Am I missing anything here ?  I'm think MasterBuilt made this mod way too easy

intentional or not.  This way I can add the PID control without voiding the warranty

and would be able to put back to original in a matter of minuets' if desired.

If this would work I could hold off doing the complete rewire until needed or at least

Until the unit is no longer under warranty. 

Thoughts and comments would be greatly appreciated.


Patrick


----------



## dwdunlap (Jan 22, 2018)

Patrick, are the instructions and pics specifically for my MES gen 2 model #20077915?  I am confused.  I thought there would be differences between gen 1 and gen 2.


----------



## Patrick Ball (Jan 22, 2018)

dwdunlap this was not posted as instructions only to get feedback from the ones who know. I have no experience with any model but the one I have.


----------



## tallbm (Jan 22, 2018)

Patrick Ball said:


> In the picture labeled cable entrance,  connector 1 comes from the power cord
> 
> and goes to the electronics panel, connector 2 comes from the electronics panel
> 
> ...



With what I can see of the pictures coupled with your descriptions I believe you are correct that you can just hook up the way you are thinking!

What you have is definitely not an older Gen 2 because I have rewired a Gen 2 and it had no connectors like what you have.  The Gen 2 I rewired had connectors very similar to the Gen 1.

I would STILL highly consider changing out the connectors that connect directly to the heating element for hi temp steel ones.
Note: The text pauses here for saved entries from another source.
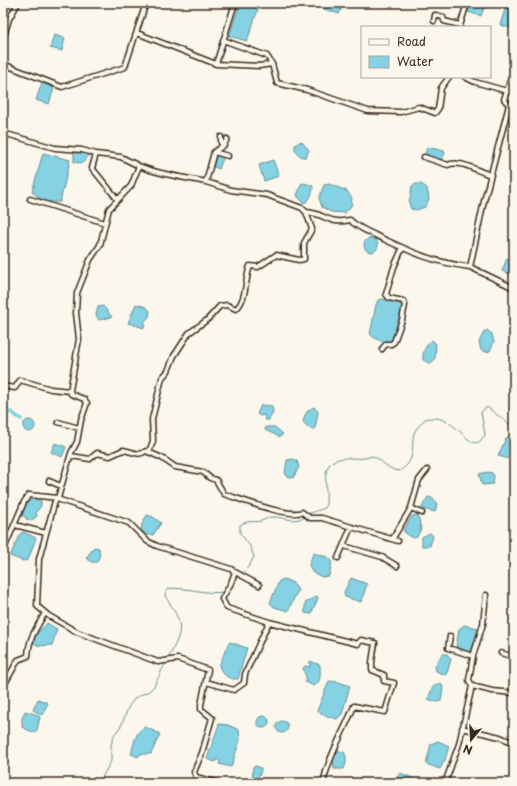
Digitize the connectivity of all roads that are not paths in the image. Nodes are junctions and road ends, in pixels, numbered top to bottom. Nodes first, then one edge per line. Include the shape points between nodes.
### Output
1 (18, 3) edge
2 (146, 3) edge
3 (235, 3) edge
4 (467, 3) edge
5 (434, 21) dead end
6 (460, 26) edge
7 (137, 33) junction
8 (3, 40) edge
9 (223, 40) junction
10 (3, 64) edge
11 (216, 64) junction
12 (272, 64) junction
13 (514, 67) edge
14 (448, 78) edge
15 (467, 78) edge
16 (507, 91) junction
17 (514, 94) edge
18 (3, 133) edge
19 (221, 137) dead end
20 (227, 139) dead end
21 (224, 145) junction
22 (214, 152) junction
23 (96, 154) junction
24 (228, 156) dead end
25 (424, 157) dead end
26 (139, 166) junction
27 (491, 175) junction
28 (206, 182) junction
29 (30, 199) dead end
30 (118, 200) junction
31 (306, 212) junction
32 (105, 223) junction
33 (402, 249) junction
34 (470, 267) junction
35 (514, 288) edge
36 (382, 349) dead end
37 (3, 386) edge
38 (70, 391) junction
39 (58, 422) dead end
40 (79, 428) junction
41 (149, 452) junction
42 (71, 456) junction
43 (427, 470) dead end
44 (49, 481) dead end
45 (61, 486) junction
46 (58, 499) junction
47 (411, 508) junction
48 (422, 513) dead end
49 (15, 525) junction
50 (351, 527) junction
51 (46, 533) junction
52 (393, 538) junction
53 (398, 541) dead end
54 (344, 546) junction
55 (3, 551) edge
56 (338, 558) dead end
57 (397, 566) dead end
58 (235, 572) junction
59 (259, 585) dead end
60 (486, 595) dead end
61 (45, 613) junction
62 (269, 622) junction
63 (450, 636) dead end
64 (501, 652) dead end
65 (472, 656) junction
66 (514, 657) edge
67 (206, 682) junction
68 (3, 686) edge
69 (472, 686) junction
70 (514, 693) edge
71 (462, 728) junction
72 (514, 742) edge
73 (196, 777) junction
74 (194, 783) edge
75 (219, 783) edge
76 (323, 783) edge
77 (445, 783) edge

1 - 8 street via 9,19
2 - 7 street
3 - 9 street
4 - 6 street
5 - 6 street via 435,15
7 - 10 street via 124,67 62,87
7 - 11 street
9 - 11 street
9 - 12 street via 267,56
11 - 12 street
12 - 14 street via 277,83 377,112 401,112 419,107 435,113 438,110 443,84
13 - 16 street
15 - 16 street
16 - 17 street
16 - 27 street via 504,99 509,106
18 - 23 street via 55,148
19 - 21 street via 221,143
20 - 21 street
21 - 22 street
22 - 24 street
22 - 28 street
23 - 26 street via 121,157
23 - 30 street via 92,168
25 - 27 street via 448,165 461,164
26 - 28 street via 155,172 166,172
26 - 30 street via 131,186
27 - 34 street
28 - 31 street via 231,190 267,195 302,208
29 - 32 street
30 - 32 street via 110,209
31 - 33 street via 329,221 350,220 358,228
31 - 41 street via 312,230 304,243 304,259 276,255 258,267 250,266 243,299 239,306 236,309 227,305 220,306 207,320 189,333 174,356 159,388 152,419 153,441
32 - 38 street via 100,245 90,260 77,293 79,339
33 - 34 street via 443,263
33 - 36 street via 386,294 389,298 403,301 404,308 394,342 386,344
34 - 35 street
37 - 38 street via 15,388 20,380 51,389
38 - 40 street via 87,403
39 - 40 street
40 - 42 street
41 - 42 street via 134,454 123,450 110,456 97,453 90,459
41 - 50 street via 175,467 202,472 216,480 224,494 274,510 297,514 302,512 310,518 322,518
42 - 45 street
43 - 47 street via 420,480
44 - 45 street
45 - 46 street
46 - 49 street via 29,495
46 - 51 street
46 - 58 street via 129,523 157,546 225,566
47 - 48 street
47 - 52 street
49 - 51 street
49 - 55 street
50 - 52 street
50 - 54 street
51 - 61 street via 39,559 37,606
52 - 53 street
54 - 56 street
54 - 57 street via 382,557
58 - 59 street
58 - 62 street via 222,599 224,604 227,608
60 - 65 street via 482,629
61 - 67 street via 77,632 158,662 178,659 208,670
61 - 68 street via 35,628 28,656 18,660
62 - 67 street via 245,674 244,683 234,690
62 - 76 street via 327,638 358,644 361,640 375,643 372,670 384,675 384,681 394,683 385,712 354,706 332,752
63 - 65 street via 448,648
64 - 66 street
65 - 69 street via 469,680
67 - 73 street via 202,709 212,718 194,772
69 - 70 street via 492,692
69 - 71 street
71 - 72 street
71 - 77 street
73 - 74 street
73 - 75 street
Same with the rollout limit switch.  JUST KNOW that the rollout limit switch tabs are a little delicate and those hi temp connectors must fit snug on the tabs so you may want to buy a 5 pack of replacements:

The stock MES connectors on the element and then the rollout limit switch are known as a quite common failure point.

FYI, I replaced my rollout limit switch with a 350F one so I could do my quick chicken smokes at 325F and get edible chicken skin :D  It is the only time I do a smoke over 275F because the smoker wasn't designed to be doing temps much over 275F for long periods of time.  Just some food for thought :)


----------



## tallbm (Jan 22, 2018)

dwdunlap said:


> I have exactly the same model MES gen two as Patrick and of course, the same temp swings! I am going to follow this thread with great interest. I am hoping I can see see a PID totally installed for my model #20077915. I have seen some pictures and instructions but what I found were to gen one smokers. I assume components and instructions would be different for gen two.
> 
> What components are needed, how much and where do you order?
> 
> ...



If you have the exact same model as phillip then what he does should work for you.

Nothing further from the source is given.